§ WHAT YOU WILL DO:
I need the entries printed again word for word, without the images.

§ DATASET EXCERPTS:
---

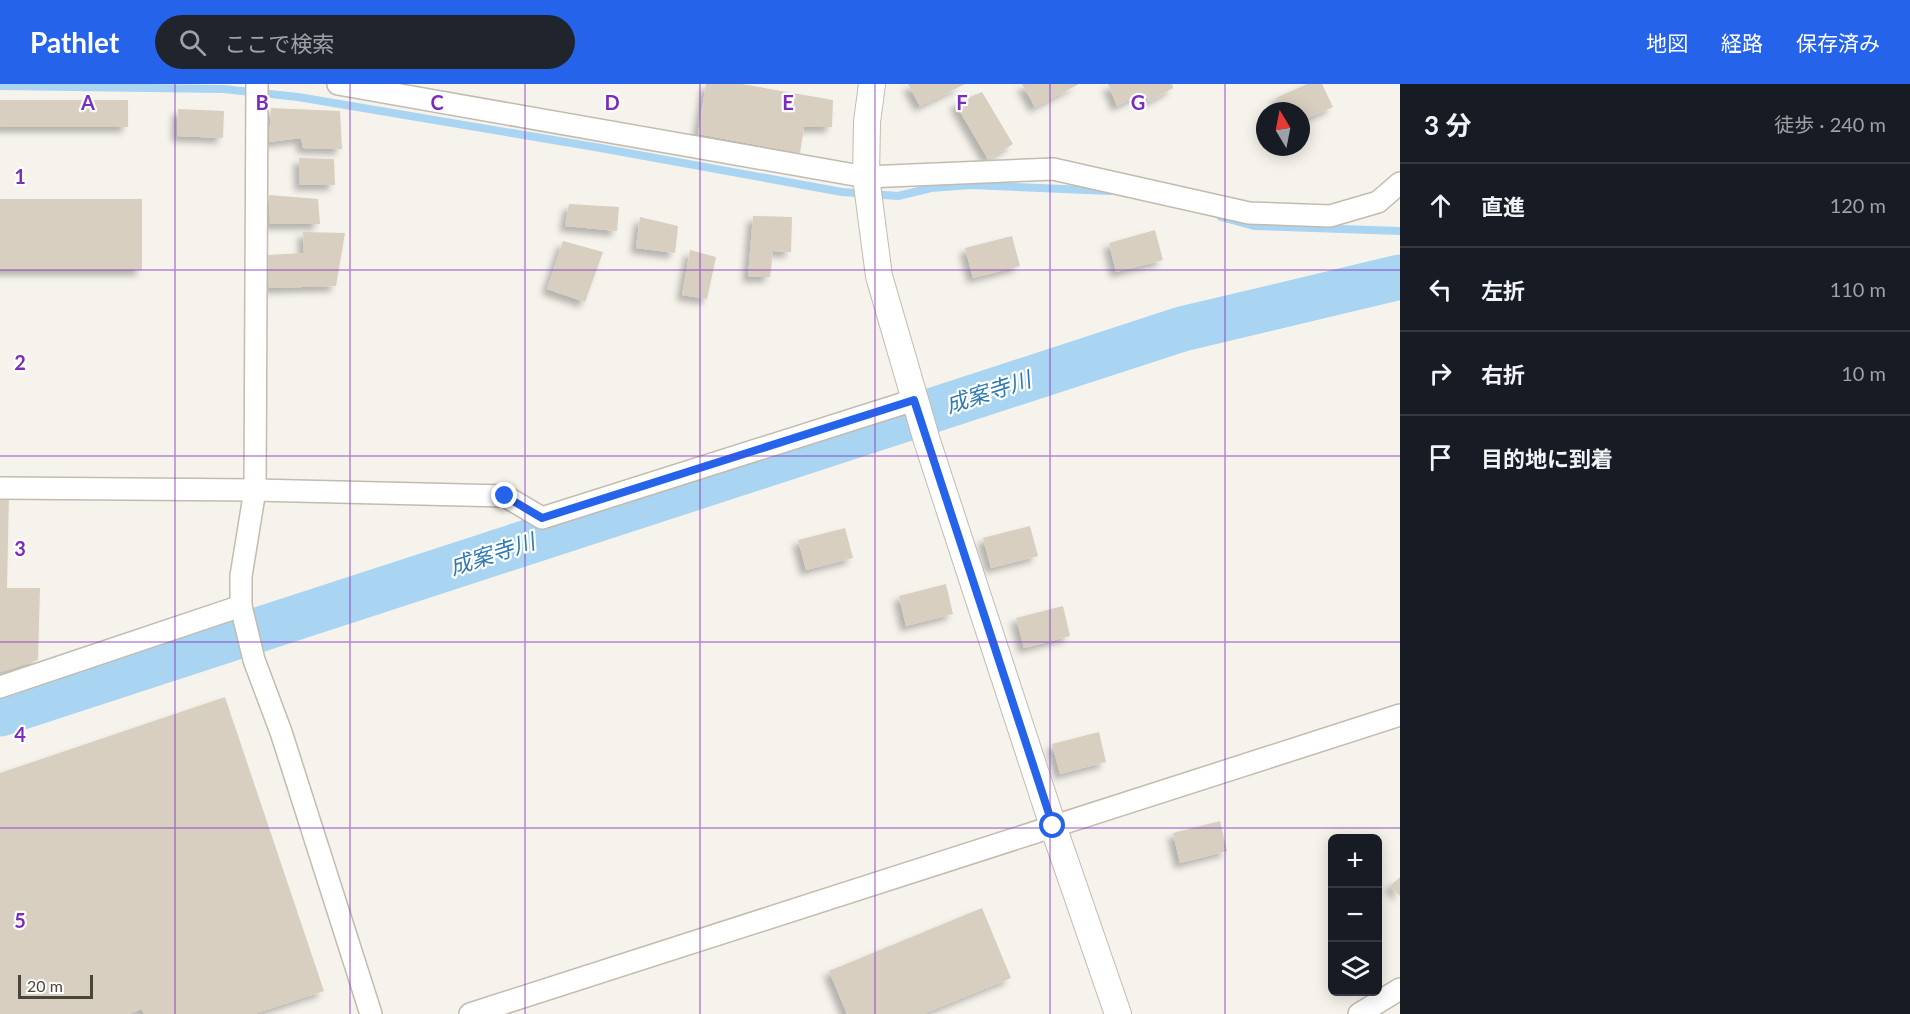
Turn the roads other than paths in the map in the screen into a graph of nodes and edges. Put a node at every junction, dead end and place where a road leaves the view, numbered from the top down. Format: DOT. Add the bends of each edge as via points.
graph roads {
  1 [pos="257,84"];
  2 [pos="338,84"];
  3 [pos="872,84"];
  4 [pos="389,88"];
  5 [pos="866,177"];
  6 [pos="1400,183"];
  7 [pos="914,400"];
  8 [pos="0,488"];
  9 [pos="255,490"];
  10 [pos="241,606"];
  11 [pos="0,687"];
  12 [pos="1400,715"];
  13 [pos="1053,826"];
  14 [pos="1400,989"];
  15 [pos="371,1014"];
  16 [pos="470,1014"];
  17 [pos="1118,1014"];
  18 [pos="1359,1014"];
  1 -- 9 [label="street"];
  2 -- 4 [label="street"];
  3 -- 5 [label="street"];
  4 -- 5 [label="street"];
  5 -- 6 [label="street" via="1053,169 1249,213 1330,216 1378,202"];
  5 -- 7 [label="street" via="879,276"];
  7 -- 9 [label="street" via="542,518 505,496"];
  7 -- 13 [label="street"];
  8 -- 9 [label="street"];
  9 -- 10 [label="street" via="241,576"];
  10 -- 11 [label="street"];
  10 -- 15 [label="street" via="254,660 281,732"];
  12 -- 13 [label="street"];
  13 -- 16 [label="street"];
  13 -- 17 [label="street"];
  14 -- 18 [label="street"];
}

---

§ ANSWER SPACE:
Turn the roads other than paths in the map in the screen into a graph of nodes and edges. Put a node at every junction, dead end and place where a road leaves the view, numbered from the top down. Format: DOT. Add the bends of each edge as via points.
graph roads {
  1 [pos="257,84"];
  2 [pos="338,84"];
  3 [pos="872,84"];
  4 [pos="389,88"];
  5 [pos="866,177"];
  6 [pos="1400,183"];
  7 [pos="914,400"];
  8 [pos="0,488"];
  9 [pos="255,490"];
  10 [pos="241,606"];
  11 [pos="0,687"];
  12 [pos="1400,715"];
  13 [pos="1053,826"];
  14 [pos="1400,989"];
  15 [pos="371,1014"];
  16 [pos="470,1014"];
  17 [pos="1118,1014"];
  18 [pos="1359,1014"];
  1 -- 9 [label="street"];
  2 -- 4 [label="street"];
  3 -- 5 [label="street"];
  4 -- 5 [label="street"];
  5 -- 6 [label="street" via="1053,169 1249,213 1330,216 1378,202"];
  5 -- 7 [label="street" via="879,276"];
  7 -- 9 [label="street" via="542,518 505,496"];
  7 -- 13 [label="street"];
  8 -- 9 [label="street"];
  9 -- 10 [label="street" via="241,576"];
  10 -- 11 [label="street"];
  10 -- 15 [label="street" via="254,660 281,732"];
  12 -- 13 [label="street"];
  13 -- 16 [label="street"];
  13 -- 17 [label="street"];
  14 -- 18 [label="street"];
}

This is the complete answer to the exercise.